После недели, насыщенной переживаниями можайской жизни, мы опять попали в полосу вынужденного бездействия. Великое счастье, что человек не знает заранее свою дальнейшую судьбу. Если бы мы знали, что в общежитии придется прожить еще неделю, мы, наверное, впали бы в отчаяние. А так мы жили надеждой, что, может, завтра отправят – это говорили в военкомате сотрудникам. Вагоны ждали со дня на день. Отлучаться боялись, пока не вернется Таша. Мама все-таки выбрала время и сходила в Петровские линии, на бывшую квартиру своего отца, нашего дедушки Сергея. Но там жили чужие люди и ничего не знали о судьбе бывших квартирантов. Такая же участь постигла ее и в Староконюшенном переулке, где раньше жила тетя Анюта с дядей Володей. Так что о бабушке с тетей Соней мы тоже ничего не узнали. Маме очень хотелось сходить с нами на Ваганьковское кладбище, на папину могилу. Но оно далеко, трамваи не ходили, и, чтобы пойти туда, понадобился бы целый день. Морозы стояли жуткие. Таша иногда задерживалась в военкомате, она помогала печатать. В награду ей давали лишний талон в столовую. Мы с мамой по очереди ходили к ней. Обед был всегда один и тот же: суп из селедки, крупинки пшеницы, попадавшиеся в супе, можно было пересчитать. На второе форшмак из мороженой картошки с очистками. Обед этот мы съедали с удовольствием. Однажды мы с Ташей встретили в этой столовой Леонида Петровича Никольского, нашего бывшего институтского историка. Показался он нам похудевшим и полинявшим. Нас узнал.
– В каком-нибудь главке работаете? – спросил он.
И когда мы рассказали, что уезжаем на Украину, он был очень удивлен.
– Вот отчаянные, – сказал он.
Пыталась мама сходить к тете Натуле, но знали только, что она живет в Шереметевском переулке, а ни номера дома, ни номера квартиры не знали. Мама у нее ни разу не была, а я была, правда, один раз, но вечером, и при моей плохой ориентировке в московских улицах, конечно, ничего не запомнила. Но все же сходить туда мы с мамой собирались вдвоем и ждали дня, когда Таша придет пораньше.
Один раз молодежь из членов семей сотрудников организовала поход в Исторический музей. Он был буквально рядом, и то мы боялись, а вдруг начнется срочная отправка. Пошли утром, к самому открытию. Я помню, как с ранней юности, на каникулы, мы ходили как-то с мамой в этот музей, как мне тогда все понравилось, с каким интересом я разглядывала экспонаты.
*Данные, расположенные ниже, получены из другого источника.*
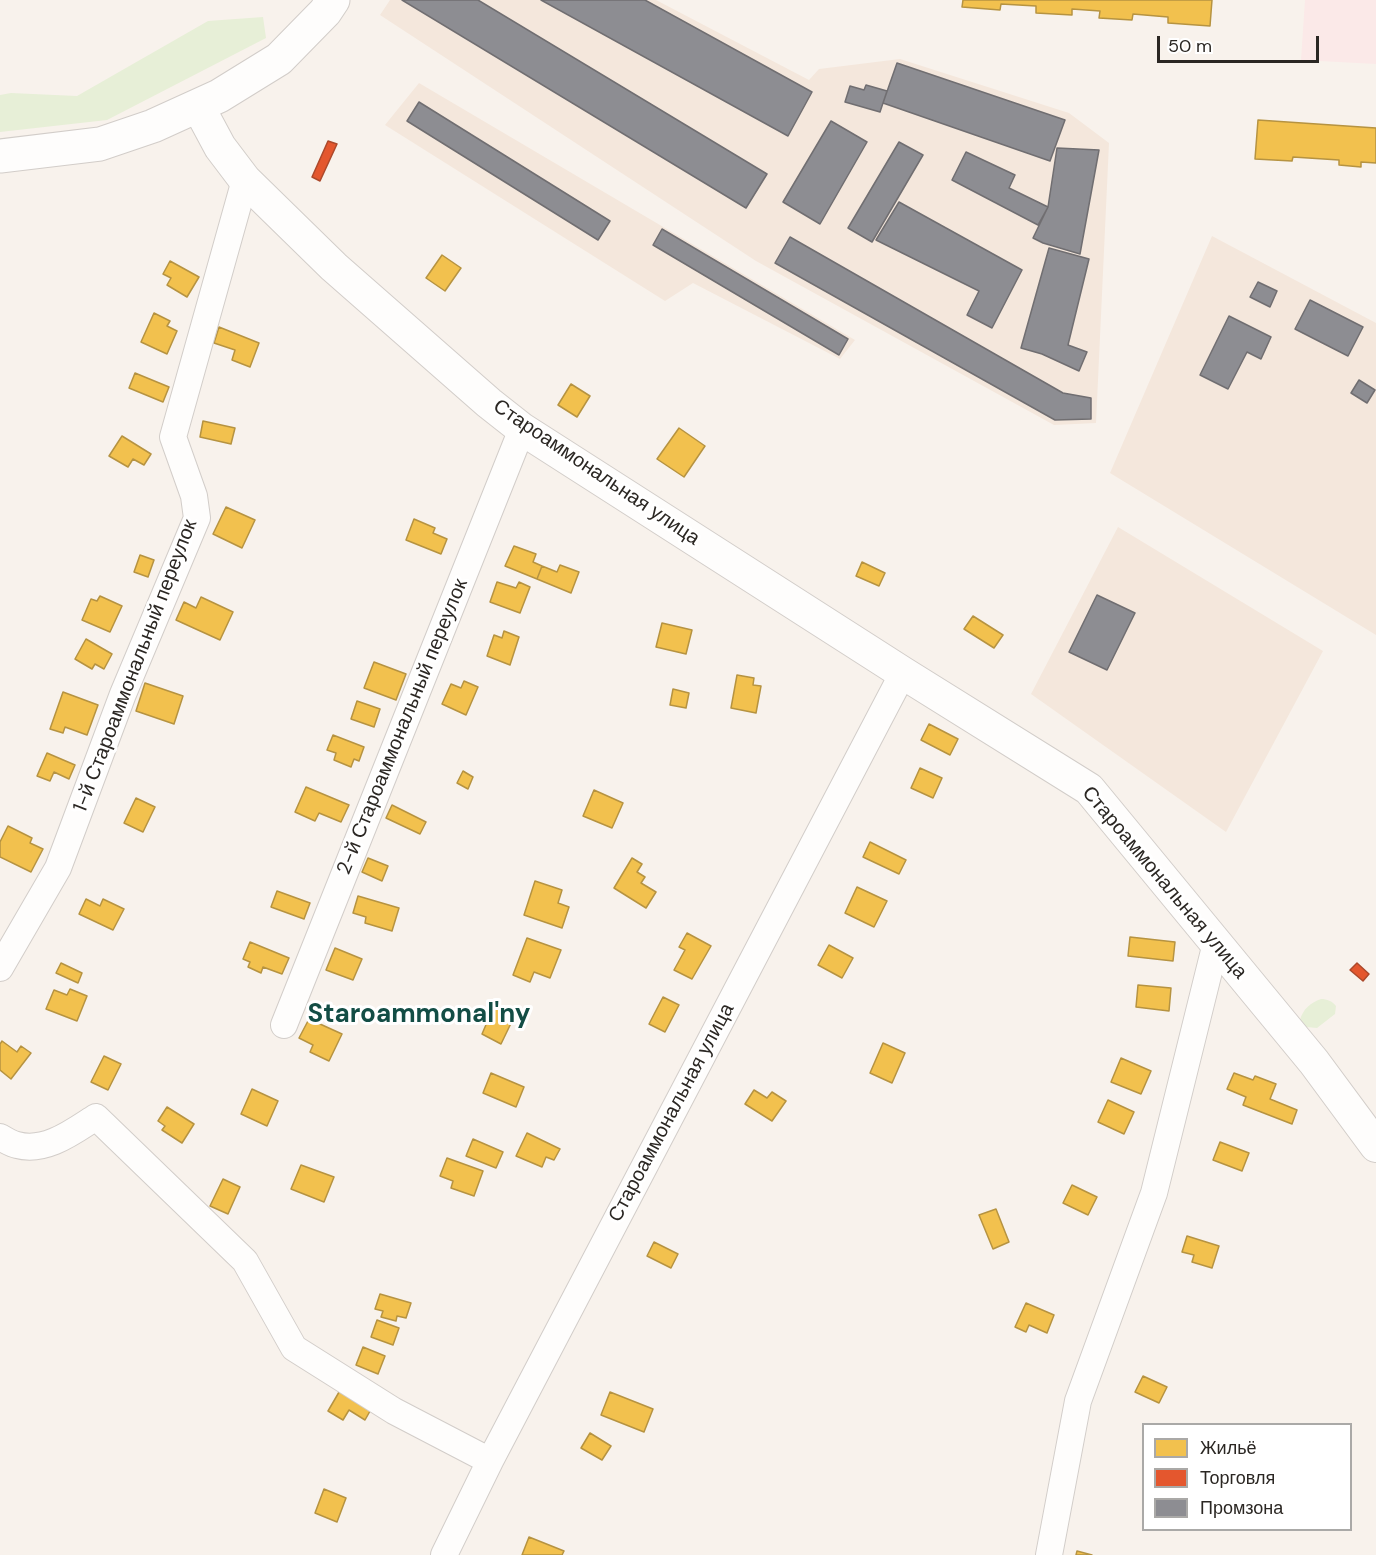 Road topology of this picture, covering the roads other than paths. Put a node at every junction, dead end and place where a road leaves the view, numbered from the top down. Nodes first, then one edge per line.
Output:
1 (329, 6) edge
2 (198, 106) junction
3 (0, 156) edge
4 (245, 180) junction
5 (522, 429) junction
6 (903, 673) junction
7 (1216, 943) junction
8 (0, 968) edge
9 (284, 1025) dead end
10 (0, 1137) edge
11 (1376, 1146) edge
12 (490, 1461) junction
13 (444, 1555) edge
14 (1049, 1555) edge

1 - 2 main road
2 - 3 main road
2 - 4 street, Староаммональная улица
4 - 5 street, Староаммональная улица
4 - 8 street, 1-й Староаммональный переулок
5 - 6 street, Староаммональная улица
5 - 9 street, 2-й Староаммональный переулок
6 - 7 street, Староаммональная улица
6 - 12 street, Староаммональная улица
7 - 11 street, Староаммональная улица
7 - 14 street
10 - 12 street
12 - 13 street, Староаммональная улица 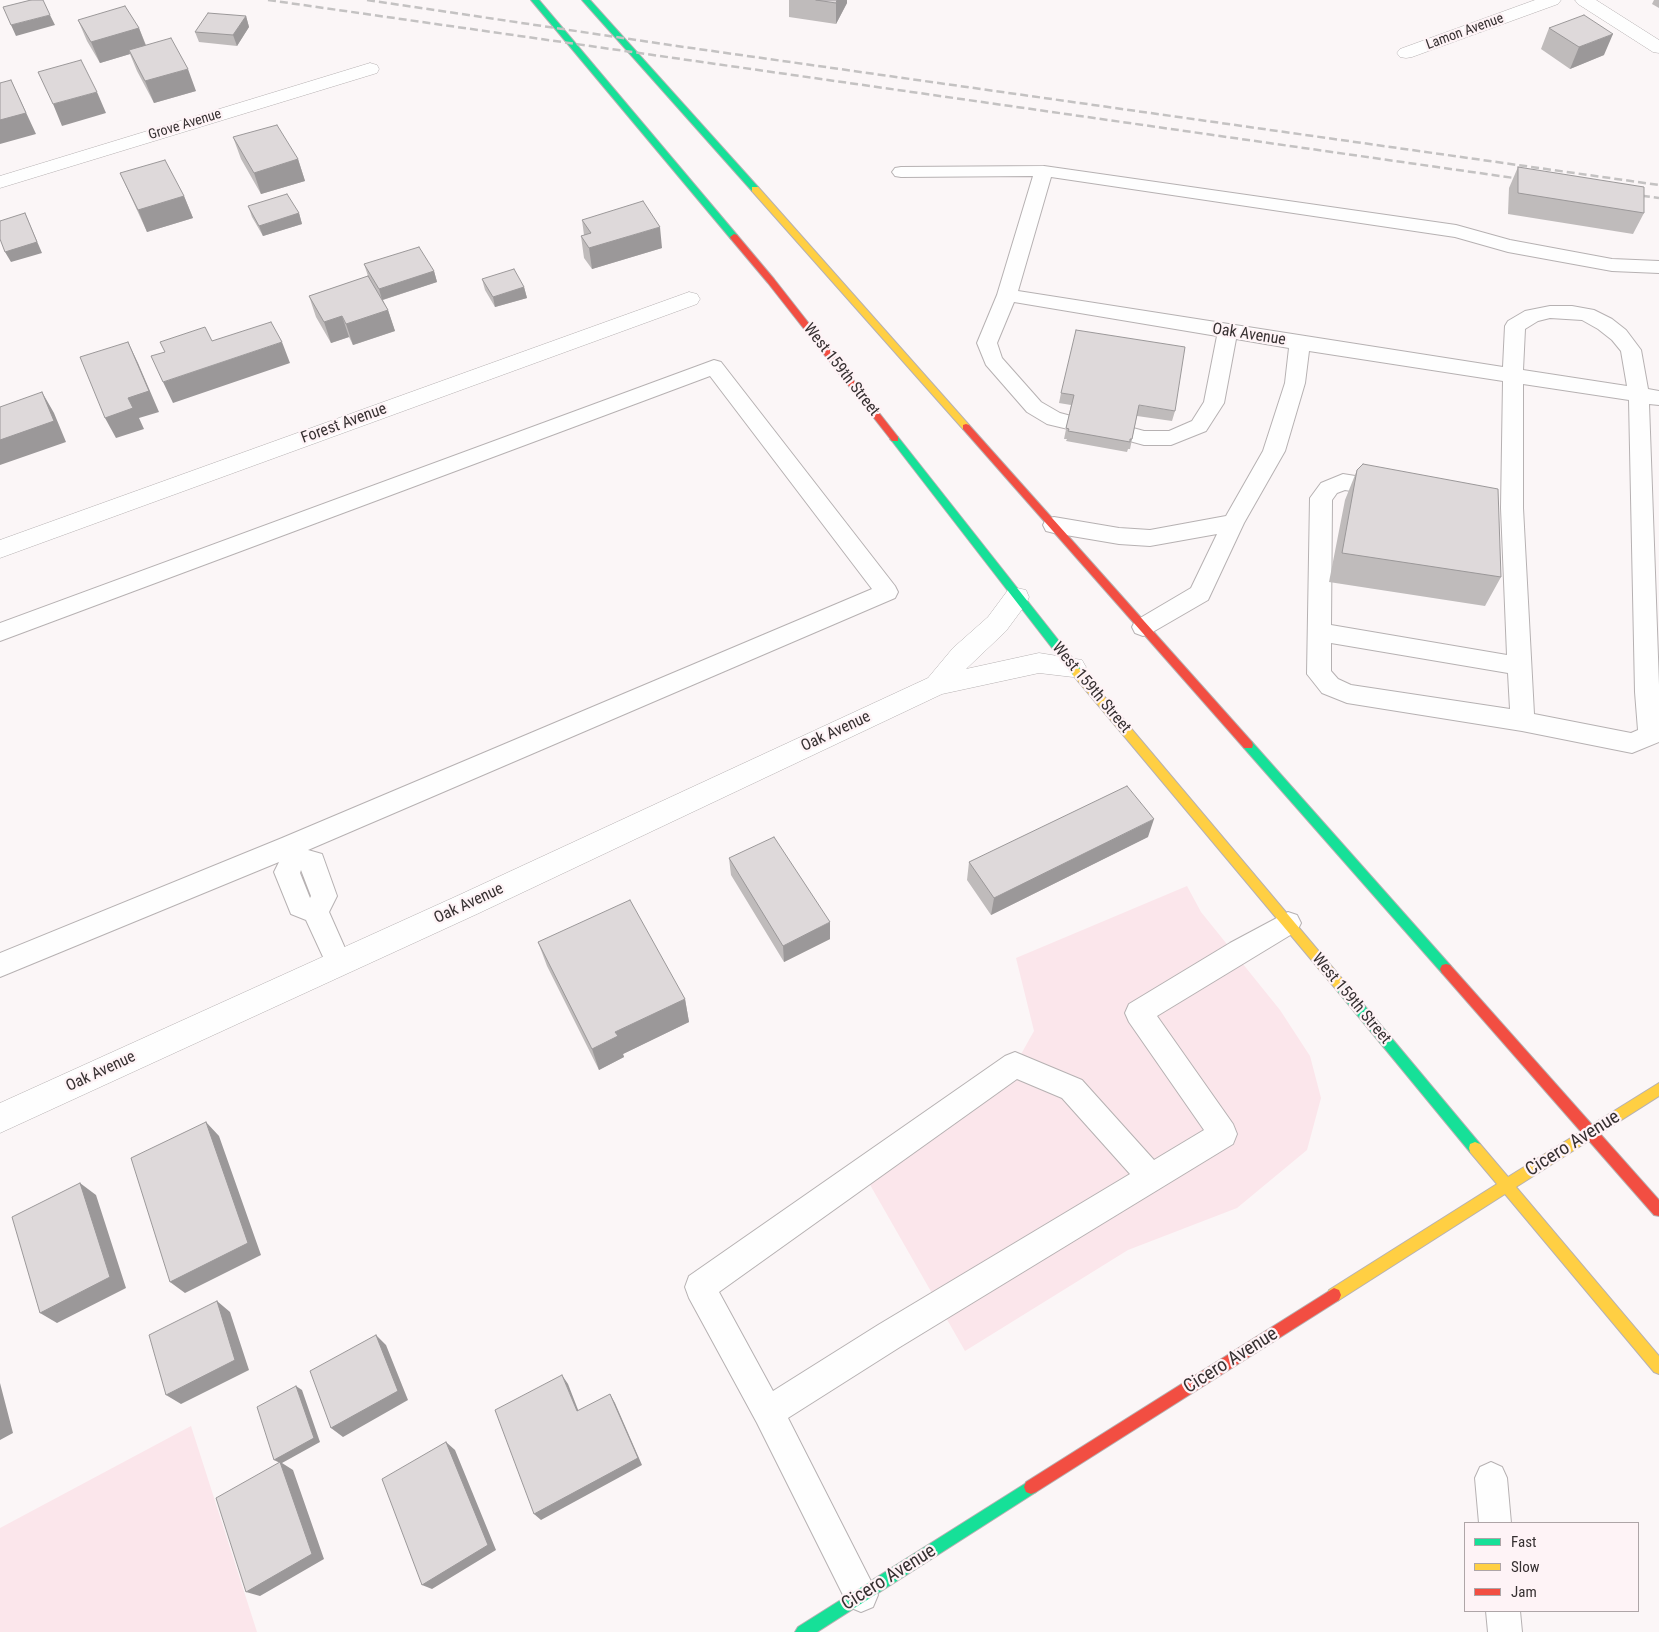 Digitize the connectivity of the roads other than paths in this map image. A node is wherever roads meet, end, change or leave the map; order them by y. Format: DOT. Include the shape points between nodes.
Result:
graph roads {
  1 [pos="536,0"];
  2 [pos="586,0"];
  3 [pos="1552,0"];
  4 [pos="1584,0"];
  5 [pos="1659,48"];
  6 [pos="1406,53"];
  7 [pos="370,69"];
  8 [pos="1044,171"];
  9 [pos="901,172"];
  10 [pos="0,182"];
  11 [pos="1659,267"];
  12 [pos="1007,294"];
  13 [pos="688,299"];
  14 [pos="1228,331"];
  15 [pos="1300,343"];
  16 [pos="1512,376"];
  17 [pos="1649,396"];
  18 [pos="1068,422"];
  19 [pos="1133,435"];
  20 [pos="1409,492"];
  21 [pos="1233,523"];
  22 [pos="1054,525"];
  23 [pos="0,549"];
  24 [pos="1017,597"];
  25 [pos="1143,627"];
  26 [pos="0,632"];
  27 [pos="1321,632"];
  28 [pos="1518,666"];
  29 [pos="1074,667"];
  30 [pos="937,685"];
  31 [pos="1653,693"];
  32 [pos="1522,721"];
  33 [pos="293,852"];
  34 [pos="1288,923"];
  35 [pos="339,964"];
  36 [pos="0,965"];
  37 [pos="1659,1089"];
  38 [pos="0,1118"];
  39 [pos="1591,1134"];
  40 [pos="1150,1177"];
  41 [pos="1508,1186"];
  42 [pos="1659,1210"];
  43 [pos="1659,1367"];
  44 [pos="768,1412"];
  45 [pos="1491,1478"];
  46 [pos="1495,1522"];
  47 [pos="861,1595"];
  48 [pos="1503,1612"];
  49 [pos="803,1632"];
  50 [pos="1505,1632"];
  1 -- 24 [label="main road, West 159th Street" via="771,281"];
  2 -- 22 [label="main road"];
  3 -- 6 [label="street, Lamon Avenue"];
  4 -- 5 [label="street"];
  7 -- 10 [label="street, Grove Avenue"];
  8 -- 9 [label="lane"];
  8 -- 11 [label="lane" via="1456,231 1508,246 1628,267"];
  8 -- 12 [label="lane"];
  12 -- 14 [label="lane, Oak Avenue"];
  12 -- 18 [label="lane" via="987,342 993,360 1034,407 1054,419"];
  13 -- 23 [label="street, Forest Avenue"];
  14 -- 15 [label="lane, Oak Avenue"];
  14 -- 19 [label="lane" via="1214,403 1199,426 1171,438"];
  15 -- 16 [label="lane"];
  15 -- 21 [label="lane, Oak Avenue" via="1295,383 1274,450"];
  16 -- 17 [label="lane"];
  16 -- 17 [label="lane" via="1514,326 1532,316 1572,312 1587,315 1620,335 1631,350"];
  16 -- 28 [label="lane" via="1502,507"];
  17 -- 31 [label="lane"];
  20 -- 27 [label="lane" via="1343,482 1329,488 1321,498"];
  21 -- 22 [label="lane" via="1150,538"];
  21 -- 25 [label="lane, Oak Avenue" via="1200,594"];
  22 -- 25 [label="main road"];
  24 -- 29 [label="main road, West 159th Street"];
  24 -- 30 [label="street, Oak Avenue" via="997,624 962,655"];
  25 -- 39 [label="main road"];
  26 -- 33 [label="lane" via="714,367 887,592"];
  27 -- 28 [label="lane"];
  27 -- 32 [label="lane" via="1319,674 1330,686 1347,694"];
  28 -- 32 [label="lane"];
  29 -- 30 [label="street, Oak Avenue" via="1040,663"];
  29 -- 34 [label="main road, West 159th Street"];
  30 -- 35 [label="street, Oak Avenue"];
  31 -- 32 [label="lane" via="1651,736 1632,742"];
  33 -- 35 [label="lane" via="314,862 324,896 316,912"];
  33 -- 36 [label="lane"];
  34 -- 40 [label="lane" via="1139,1013 1223,1134"];
  34 -- 41 [label="main road, West 159th Street"];
  35 -- 38 [label="street, Oak Avenue"];
  37 -- 39 [label="main road, Cicero Avenue"];
  39 -- 41 [label="main road, Cicero Avenue"];
  39 -- 42 [label="main road"];
  40 -- 44 [label="lane"];
  40 -- 44 [label="lane" via="1072,1089 1015,1065 700,1287"];
  41 -- 43 [label="main road, West 159th Street"];
  41 -- 47 [label="main road, Cicero Avenue"];
  44 -- 47 [label="lane"];
  45 -- 46 [label="lane"];
  47 -- 49 [label="main road, Cicero Avenue"];
  48 -- 50 [label="lane"];
}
А сейчас в музее не топили, у меня застыли ноги, да и вообще мной стала овладевать апатия. Таша жила полной жизнью, она и работала, и была в курсе переговоров и споров военкомата с управлением Курской железной дороги насчет вагонов. Мама тоже все время хлопотала, занимала очередь на кухне для готовки, меня она туда не пускала. И я как-то оказалась совсем не у дел. Не сказать чтобы тоска овладела мной, а просто я жила, как и большинство, в напряженном ожидании и не хотелось никуда идти и ни с кем сближаться.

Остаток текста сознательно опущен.